Yeah, have a good week!
I'm trying to follow your work and build our model. Besides VOID and KITTI, I notice that the authors also reported the performance of KBNet on NYUv2, and could you share the checkpoint trained on NYUv2 when you have time?
For now, KBNet is the SOTA method in this field, so KBNet will undoubtedly be our main baseline model. I would really appreciate it if you could share the pre-trained model on NYUv2.

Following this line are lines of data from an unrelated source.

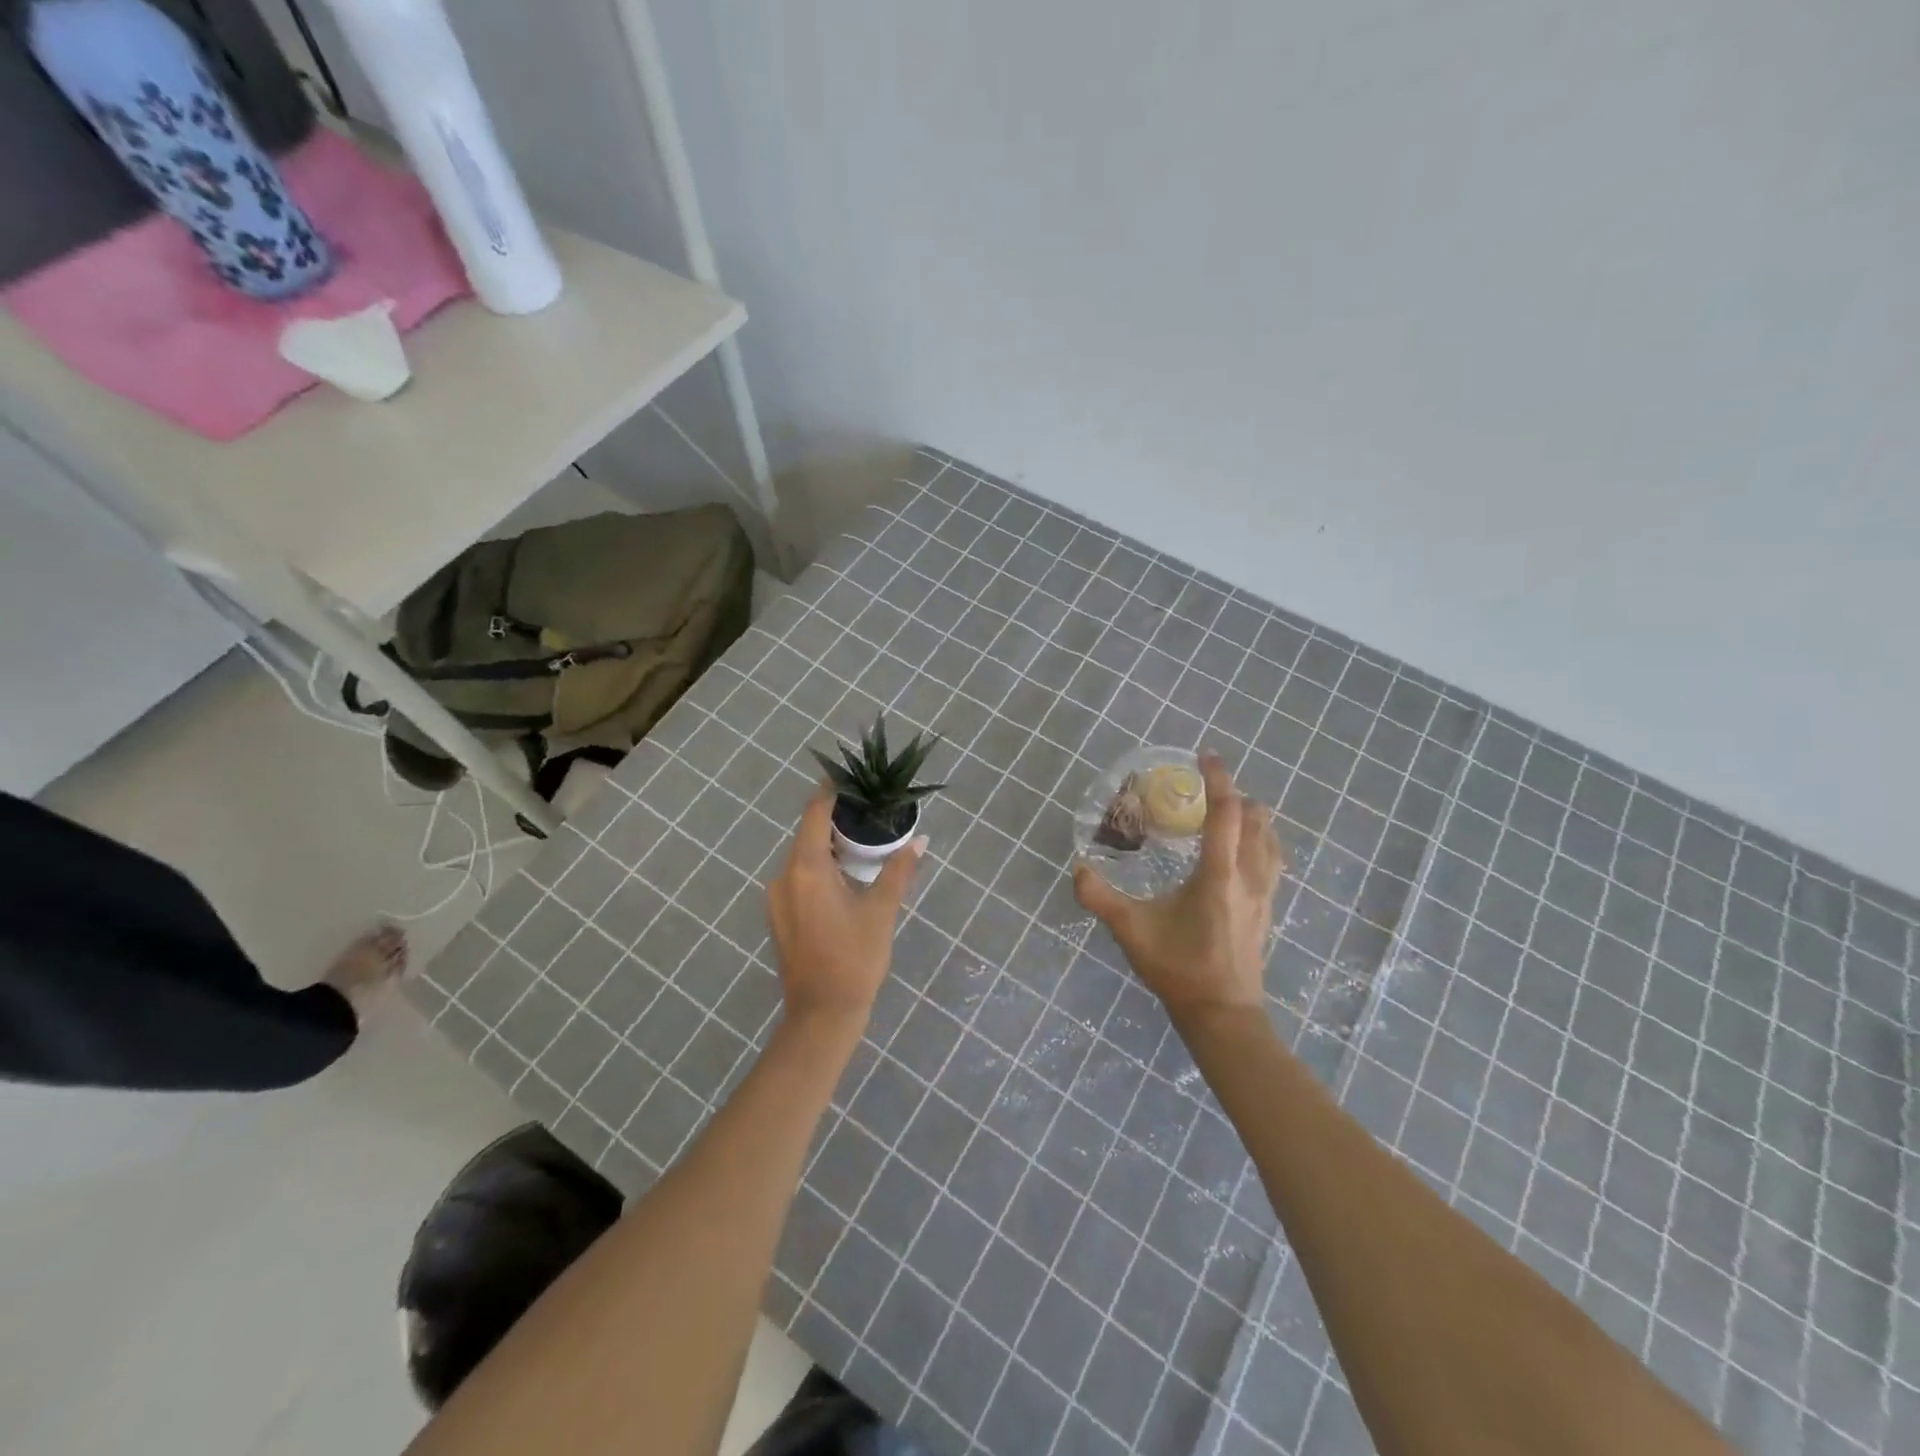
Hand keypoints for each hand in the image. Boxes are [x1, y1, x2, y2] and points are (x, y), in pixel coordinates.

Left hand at [768, 787, 926, 1025]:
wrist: (822, 1015)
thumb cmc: (854, 959)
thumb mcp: (882, 912)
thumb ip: (899, 871)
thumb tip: (921, 841)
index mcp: (807, 869)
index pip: (815, 813)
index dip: (832, 792)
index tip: (854, 780)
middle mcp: (784, 877)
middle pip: (808, 834)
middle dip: (837, 820)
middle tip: (871, 813)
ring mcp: (777, 898)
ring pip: (803, 857)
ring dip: (830, 847)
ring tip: (864, 844)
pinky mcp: (779, 916)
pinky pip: (799, 878)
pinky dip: (820, 869)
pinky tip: (846, 878)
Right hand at [1074, 753, 1285, 1024]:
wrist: (1223, 1014)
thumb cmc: (1179, 968)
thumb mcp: (1132, 931)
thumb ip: (1100, 898)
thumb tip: (1078, 868)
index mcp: (1218, 875)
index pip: (1225, 813)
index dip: (1218, 779)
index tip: (1206, 756)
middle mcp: (1248, 876)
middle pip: (1257, 819)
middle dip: (1236, 795)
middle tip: (1208, 789)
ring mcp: (1264, 894)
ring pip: (1271, 839)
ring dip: (1253, 817)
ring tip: (1227, 813)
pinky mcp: (1268, 909)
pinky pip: (1273, 860)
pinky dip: (1261, 841)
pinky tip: (1242, 852)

This is quite strange. I setup the repo from scratch and ran the void-1500 checkpoint on VOID1500 and NYUv2 test sets:
For VOID1500
Evaluation results:
MAE RMSE iMAE iRMSE
39.803 95.864 21.161 49.723
+/- +/- +/- +/-
27.521 67.776 24.340 62.204
Total time: 10159.95 ms Average time per sample: 12.70 ms
For NYUv2
Evaluation results:
MAE RMSE iMAE iRMSE
119.942 223.310 23.569 48.905
+/- +/- +/- +/-
69.832 128.695 16.550 35.989
Total time: 7262.26 ms Average time per sample: 11.10 ms
which is different from what you've obtained, and also different from the paper. Since NYUv2 as originally processed in MATLAB, I think there might be some processes tied to that platform that is causing the difference in the numbers. The differences are small so this might be some noise introduced in the data processing.